Exercise requirements: What is needed is an exact copy of the listing, with no pictures in it.
/---
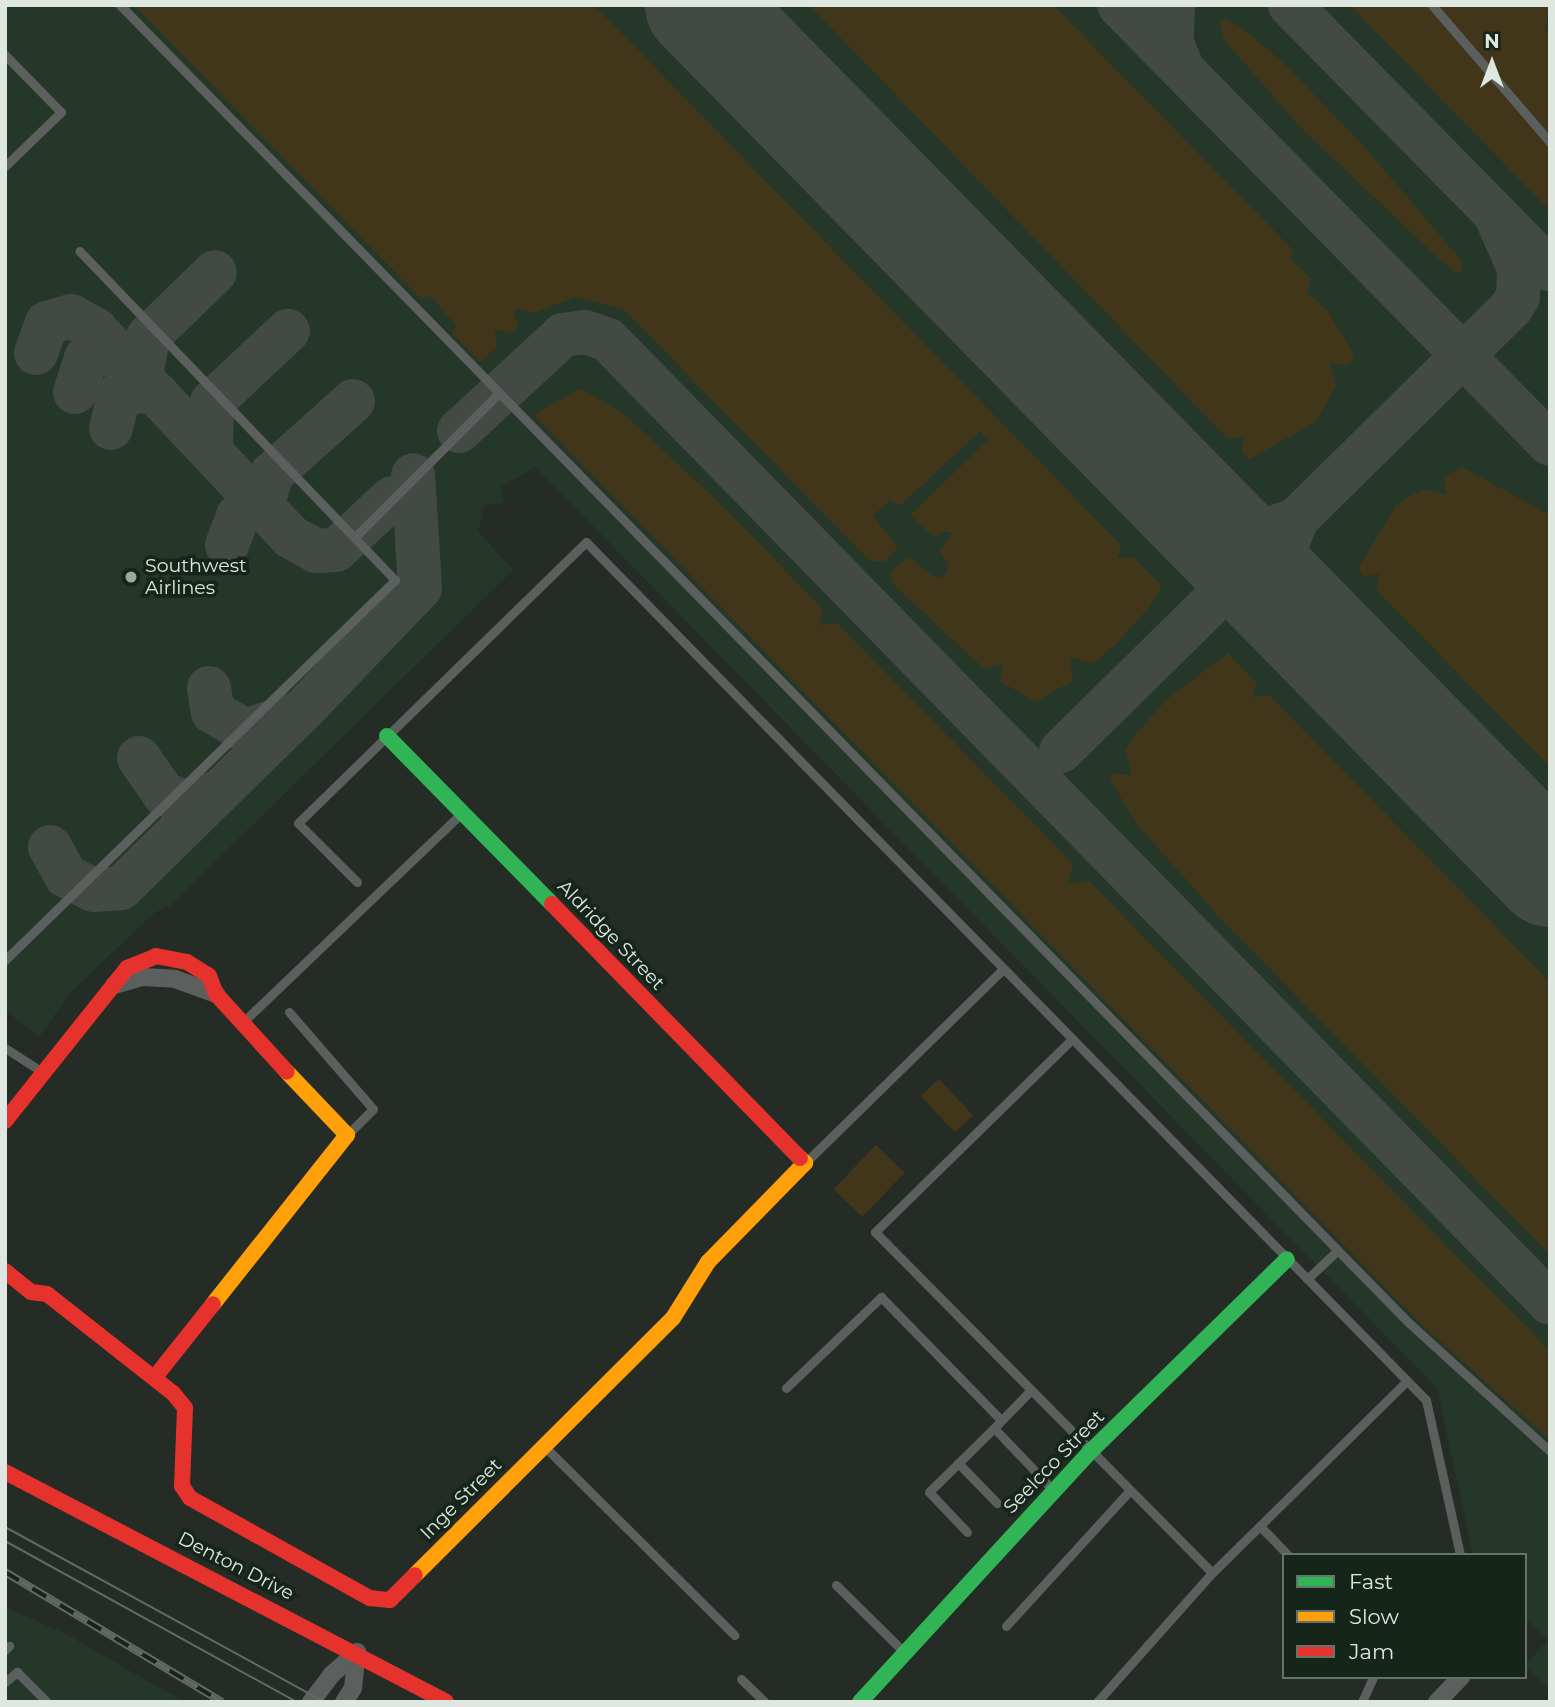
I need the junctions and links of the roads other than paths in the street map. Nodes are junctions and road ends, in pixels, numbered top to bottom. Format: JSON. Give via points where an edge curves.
{"nodes":[{"id":1,"x":120,"y":5,"type":"edge"},
{"id":2,"x":1433,"y":5,"type":"edge"},
{"id":3,"x":5,"y":55,"type":"edge"},
{"id":4,"x":1550,"y":142,"type":"edge"},
{"id":5,"x":5,"y":166,"type":"edge"},
{"id":6,"x":79,"y":251,"type":"dead end"},
{"id":7,"x":499,"y":393,"type":"junction"},
{"id":8,"x":355,"y":537,"type":"junction"},
{"id":9,"x":387,"y":736,"type":"junction"},
{"id":10,"x":462,"y":813,"type":"junction"},
{"id":11,"x":357,"y":882,"type":"dead end"},
{"id":12,"x":5,"y":960,"type":"edge"},
{"id":13,"x":1003,"y":969,"type":"junction"},
{"id":14,"x":111,"y":986,"type":"joint"},
{"id":15,"x":216,"y":995,"type":"joint"},
{"id":16,"x":289,"y":1012,"type":"dead end"},
{"id":17,"x":241,"y":1024,"type":"junction"},
{"id":18,"x":1072,"y":1039,"type":"junction"},
{"id":19,"x":5,"y":1048,"type":"edge"},
{"id":20,"x":43,"y":1073,"type":"junction"},
{"id":21,"x":5,"y":1121,"type":"edge"},
{"id":22,"x":347,"y":1135,"type":"junction"},
{"id":23,"x":805,"y":1163,"type":"junction"},
{"id":24,"x":1338,"y":1250,"type":"junction"},
{"id":25,"x":5,"y":1257,"type":"edge"},
{"id":26,"x":1287,"y":1259,"type":"junction"},
{"id":27,"x":5,"y":1271,"type":"edge"},
{"id":28,"x":1307,"y":1279,"type":"junction"},
{"id":29,"x":21,"y":1283,"type":"junction"},
{"id":30,"x":155,"y":1377,"type":"junction"},
{"id":31,"x":1407,"y":1381,"type":"junction"},
{"id":32,"x":786,"y":1388,"type":"dead end"},
{"id":33,"x":1031,"y":1390,"type":"junction"},
{"id":34,"x":1001,"y":1420,"type":"junction"},
{"id":35,"x":994,"y":1428,"type":"junction"},
{"id":36,"x":544,"y":1446,"type":"junction"},
{"id":37,"x":1091,"y":1451,"type":"junction"},
{"id":38,"x":1550,"y":1451,"type":"edge"},
{"id":39,"x":958,"y":1463,"type":"junction"},
{"id":40,"x":5,"y":1472,"type":"edge"},
{"id":41,"x":1130,"y":1490,"type":"junction"},
{"id":42,"x":1054,"y":1492,"type":"junction"},
{"id":43,"x":997,"y":1503,"type":"dead end"},
{"id":44,"x":1260,"y":1526,"type":"junction"},
{"id":45,"x":967,"y":1532,"type":"dead end"},
{"id":46,"x":1286,"y":1553,"type":"edge"},
{"id":47,"x":1460,"y":1553,"type":"edge"},
{"id":48,"x":1212,"y":1573,"type":"junction"},
{"id":49,"x":836,"y":1585,"type":"dead end"},
{"id":50,"x":1006,"y":1626,"type":"dead end"},
{"id":51,"x":734,"y":1635,"type":"dead end"},
{"id":52,"x":357,"y":1652,"type":"junction"},
{"id":53,"x":905,"y":1653,"type":"junction"},
{"id":54,"x":741,"y":1679,"type":"dead end"},
{"id":55,"x":1372,"y":1679,"type":"edge"},
{"id":56,"x":1459,"y":1679,"type":"edge"},
{"id":57,"x":5,"y":1682,"type":"edge"},
{"id":58,"x":421,"y":1695,"type":"edge"},
{"id":59,"x":47,"y":1702,"type":"edge"},
{"id":60,"x":311,"y":1702,"type":"edge"},
{"id":61,"x":344,"y":1702,"type":"edge"},
{"id":62,"x":446,"y":1702,"type":"edge"},
{"id":63,"x":765,"y":1702,"type":"edge"},
{"id":64,"x":860,"y":1702,"type":"edge"},
{"id":65,"x":1097,"y":1702,"type":"edge"},
{"id":66,"x":1362,"y":1702,"type":"edge"},
{"id":67,"x":1437,"y":1702,"type":"edge"}],
"edges":[{"from":1,"to":7,"type":"lane"},
{"from":2,"to":4,"type":"lane"},
{"from":3,"to":5,"type":"lane","via":[[61,112]]},
{"from":6,"to":8,"type":"lane"},
{"from":7,"to":8,"type":"lane"},
{"from":7,"to":24,"type":"lane"},
{"from":8,"to":12,"type":"lane","via":[[395,580]]},
{"from":9,"to":10,"type":"street","name":"Aldridge Street"},
{"from":9,"to":11,"type":"lane","via":[[298,823]]},
{"from":9,"to":13,"type":"lane","via":[[586,542]]},
{"from":10,"to":17,"type":"lane"},
{"from":10,"to":23,"type":"street","name":"Aldridge Street"},
{"from":13,"to":18,"type":"lane"},
{"from":13,"to":23,"type":"lane"},
{"from":14,"to":15,"type":"street","via":[[142,977],[175,979]]},
{"from":14,"to":20,"type":"street"},
{"from":15,"to":17,"type":"street"},
{"from":16,"to":22,"type":"lane","via":[[373,1109]]},
{"from":17,"to":22,"type":"street"},
{"from":18,"to":26,"type":"lane"},
{"from":18,"to":33,"type":"lane","via":[[875,1232]]},
{"from":19,"to":20,"type":"lane"},
{"from":20,"to":21,"type":"street"},
{"from":22,"to":30,"type":"street"},
{"from":23,"to":36,"type":"street","name":"Inge Street","via":[[708,1262],[673,1318]]},
{"from":24,"to":28,"type":"lane"},
{"from":24,"to":38,"type":"lane","via":[[1408,1322]]},
{"from":25,"to":29,"type":"street"},
{"from":26,"to":28,"type":"lane"},
{"from":26,"to":37,"type":"street","name":"Seelcco Street"},
{"from":27,"to":29,"type":"street","name":"Inge Street"},
{"from":28,"to":31,"type":"lane"},
{"from":29,"to":30,"type":"street","name":"Inge Street","via":[[32,1292],[47,1294]]},
{"from":30,"to":36,"type":"street","name":"Inge Street","via":[[185,1408],[182,1486],[190,1498],[370,1598],[390,1600]]},
{"from":31,"to":44,"type":"lane"},
{"from":31,"to":47,"type":"lane","via":[[1426,1400]]},
{"from":32,"to":34,"type":"lane","via":[[881,1297]]},
{"from":33,"to":34,"type":"lane"},
{"from":33,"to":37,"type":"lane"},
{"from":34,"to":35,"type":"lane"},
{"from":35,"to":39,"type":"lane"},
{"from":35,"to":42,"type":"lane"},
{"from":36,"to":51,"type":"lane"},
{"from":37,"to":41,"type":"lane"},
{"from":37,"to":42,"type":"street","name":"Seelcco Street"},
{"from":39,"to":43,"type":"lane"},
{"from":39,"to":45,"type":"lane","via":[[929,1492]]},
{"from":40,"to":52,"type":"street","name":"Denton Drive"},
{"from":41,"to":48,"type":"lane"},
{"from":41,"to":50,"type":"lane"},
{"from":42,"to":53,"type":"street","name":"Seelcco Street"},
{"from":44,"to":46,"type":"lane"},
{"from":44,"to":48,"type":"lane"},
{"from":48,"to":65,"type":"lane"},
{"from":49,"to":53,"type":"lane"},
{"from":52,"to":58,"type":"street","name":"Denton Drive"},
{"from":52,"to":60,"type":"street","via":[[331,1675]]},
{"from":52,"to":61,"type":"street","via":[[353,1688]]},
{"from":53,"to":64,"type":"street","name":"Seelcco Street"},
{"from":54,"to":63,"type":"lane"},
{"from":55,"to":66,"type":"lane"},
{"from":56,"to":67,"type":"street"},
{"from":57,"to":59,"type":"lane","via":[[17,1671]]},
{"from":58,"to":62,"type":"street","name":"Denton Drive"}]}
\---
Response area:
I need the junctions and links of the roads other than paths in the street map. Nodes are junctions and road ends, in pixels, numbered top to bottom. Format: JSON. Give via points where an edge curves.
{"nodes":[{"id":1,"x":120,"y":5,"type":"edge"},
{"id":2,"x":1433,"y":5,"type":"edge"},
{"id":3,"x":5,"y":55,"type":"edge"},
{"id":4,"x":1550,"y":142,"type":"edge"},
{"id":5,"x":5,"y":166,"type":"edge"},
{"id":6,"x":79,"y":251,"type":"dead end"},
{"id":7,"x":499,"y":393,"type":"junction"},
{"id":8,"x":355,"y":537,"type":"junction"},
{"id":9,"x":387,"y":736,"type":"junction"},
{"id":10,"x":462,"y":813,"type":"junction"},
{"id":11,"x":357,"y":882,"type":"dead end"},
{"id":12,"x":5,"y":960,"type":"edge"},
{"id":13,"x":1003,"y":969,"type":"junction"},
{"id":14,"x":111,"y":986,"type":"joint"},
{"id":15,"x":216,"y":995,"type":"joint"},
{"id":16,"x":289,"y":1012,"type":"dead end"},
{"id":17,"x":241,"y":1024,"type":"junction"},
{"id":18,"x":1072,"y":1039,"type":"junction"},
{"id":19,"x":5,"y":1048,"type":"edge"},
{"id":20,"x":43,"y":1073,"type":"junction"},
{"id":21,"x":5,"y":1121,"type":"edge"},
{"id":22,"x":347,"y":1135,"type":"junction"},
{"id":23,"x":805,"y":1163,"type":"junction"},
{"id":24,"x":1338,"y":1250,"type":"junction"},
{"id":25,"x":5,"y":1257,"type":"edge"},
{"id":26,"x":1287,"y":1259,"type":"junction"},
{"id":27,"x":5,"y":1271,"type":"edge"},
{"id":28,"x":1307,"y":1279,"type":"junction"},
{"id":29,"x":21,"y":1283,"type":"junction"},
{"id":30,"x":155,"y":1377,"type":"junction"},
{"id":31,"x":1407,"y":1381,"type":"junction"},
{"id":32,"x":786,"y":1388,"type":"dead end"},
{"id":33,"x":1031,"y":1390,"type":"junction"},
{"id":34,"x":1001,"y":1420,"type":"junction"},
{"id":35,"x":994,"y":1428,"type":"junction"},
{"id":36,"x":544,"y":1446,"type":"junction"},
{"id":37,"x":1091,"y":1451,"type":"junction"},
{"id":38,"x":1550,"y":1451,"type":"edge"},
{"id":39,"x":958,"y":1463,"type":"junction"},
{"id":40,"x":5,"y":1472,"type":"edge"},
{"id":41,"x":1130,"y":1490,"type":"junction"},
{"id":42,"x":1054,"y":1492,"type":"junction"},
{"id":43,"x":997,"y":1503,"type":"dead end"},
{"id":44,"x":1260,"y":1526,"type":"junction"},
{"id":45,"x":967,"y":1532,"type":"dead end"},
{"id":46,"x":1286,"y":1553,"type":"edge"},
{"id":47,"x":1460,"y":1553,"type":"edge"},
{"id":48,"x":1212,"y":1573,"type":"junction"},
{"id":49,"x":836,"y":1585,"type":"dead end"},
{"id":50,"x":1006,"y":1626,"type":"dead end"},
{"id":51,"x":734,"y":1635,"type":"dead end"},
{"id":52,"x":357,"y":1652,"type":"junction"},
{"id":53,"x":905,"y":1653,"type":"junction"},
{"id":54,"x":741,"y":1679,"type":"dead end"},
{"id":55,"x":1372,"y":1679,"type":"edge"},
{"id":56,"x":1459,"y":1679,"type":"edge"},
{"id":57,"x":5,"y":1682,"type":"edge"},
{"id":58,"x":421,"y":1695,"type":"edge"},
{"id":59,"x":47,"y":1702,"type":"edge"},
{"id":60,"x":311,"y":1702,"type":"edge"},
{"id":61,"x":344,"y":1702,"type":"edge"},
{"id":62,"x":446,"y":1702,"type":"edge"},
{"id":63,"x":765,"y":1702,"type":"edge"},
{"id":64,"x":860,"y":1702,"type":"edge"},
{"id":65,"x":1097,"y":1702,"type":"edge"},
{"id":66,"x":1362,"y":1702,"type":"edge"},
{"id":67,"x":1437,"y":1702,"type":"edge"}],
"edges":[{"from":1,"to":7,"type":"lane"},
{"from":2,"to":4,"type":"lane"},
{"from":3,"to":5,"type":"lane","via":[[61,112]]},
{"from":6,"to":8,"type":"lane"},
{"from":7,"to":8,"type":"lane"},
{"from":7,"to":24,"type":"lane"},
{"from":8,"to":12,"type":"lane","via":[[395,580]]},
{"from":9,"to":10,"type":"street","name":"Aldridge Street"},
{"from":9,"to":11,"type":"lane","via":[[298,823]]},
{"from":9,"to":13,"type":"lane","via":[[586,542]]},
{"from":10,"to":17,"type":"lane"},
{"from":10,"to":23,"type":"street","name":"Aldridge Street"},
{"from":13,"to":18,"type":"lane"},
{"from":13,"to":23,"type":"lane"},
{"from":14,"to":15,"type":"street","via":[[142,977],[175,979]]},
{"from":14,"to":20,"type":"street"},
{"from":15,"to":17,"type":"street"},
{"from":16,"to":22,"type":"lane","via":[[373,1109]]},
{"from":17,"to":22,"type":"street"},
{"from":18,"to":26,"type":"lane"},
{"from":18,"to":33,"type":"lane","via":[[875,1232]]},
{"from":19,"to":20,"type":"lane"},
{"from":20,"to":21,"type":"street"},
{"from":22,"to":30,"type":"street"},
{"from":23,"to":36,"type":"street","name":"Inge Street","via":[[708,1262],[673,1318]]},
{"from":24,"to":28,"type":"lane"},
{"from":24,"to":38,"type":"lane","via":[[1408,1322]]},
{"from":25,"to":29,"type":"street"},
{"from":26,"to":28,"type":"lane"},
{"from":26,"to":37,"type":"street","name":"Seelcco Street"},
{"from":27,"to":29,"type":"street","name":"Inge Street"},
{"from":28,"to":31,"type":"lane"},
{"from":29,"to":30,"type":"street","name":"Inge Street","via":[[32,1292],[47,1294]]},
{"from":30,"to":36,"type":"street","name":"Inge Street","via":[[185,1408],[182,1486],[190,1498],[370,1598],[390,1600]]},
{"from":31,"to":44,"type":"lane"},
{"from":31,"to":47,"type":"lane","via":[[1426,1400]]},
{"from":32,"to":34,"type":"lane","via":[[881,1297]]},
{"from":33,"to":34,"type":"lane"},
{"from":33,"to":37,"type":"lane"},
{"from":34,"to":35,"type":"lane"},
{"from":35,"to":39,"type":"lane"},
{"from":35,"to":42,"type":"lane"},
{"from":36,"to":51,"type":"lane"},
{"from":37,"to":41,"type":"lane"},
{"from":37,"to":42,"type":"street","name":"Seelcco Street"},
{"from":39,"to":43,"type":"lane"},
{"from":39,"to":45,"type":"lane","via":[[929,1492]]},
{"from":40,"to":52,"type":"street","name":"Denton Drive"},
{"from":41,"to":48,"type":"lane"},
{"from":41,"to":50,"type":"lane"},
{"from":42,"to":53,"type":"street","name":"Seelcco Street"},
{"from":44,"to":46,"type":"lane"},
{"from":44,"to":48,"type":"lane"},
{"from":48,"to":65,"type":"lane"},
{"from":49,"to":53,"type":"lane"},
{"from":52,"to":58,"type":"street","name":"Denton Drive"},
{"from":52,"to":60,"type":"street","via":[[331,1675]]},
{"from":52,"to":61,"type":"street","via":[[353,1688]]},
{"from":53,"to":64,"type":"street","name":"Seelcco Street"},
{"from":54,"to":63,"type":"lane"},
{"from":55,"to":66,"type":"lane"},
{"from":56,"to":67,"type":"street"},
{"from":57,"to":59,"type":"lane","via":[[17,1671]]},
{"from":58,"to":62,"type":"street","name":"Denton Drive"}]}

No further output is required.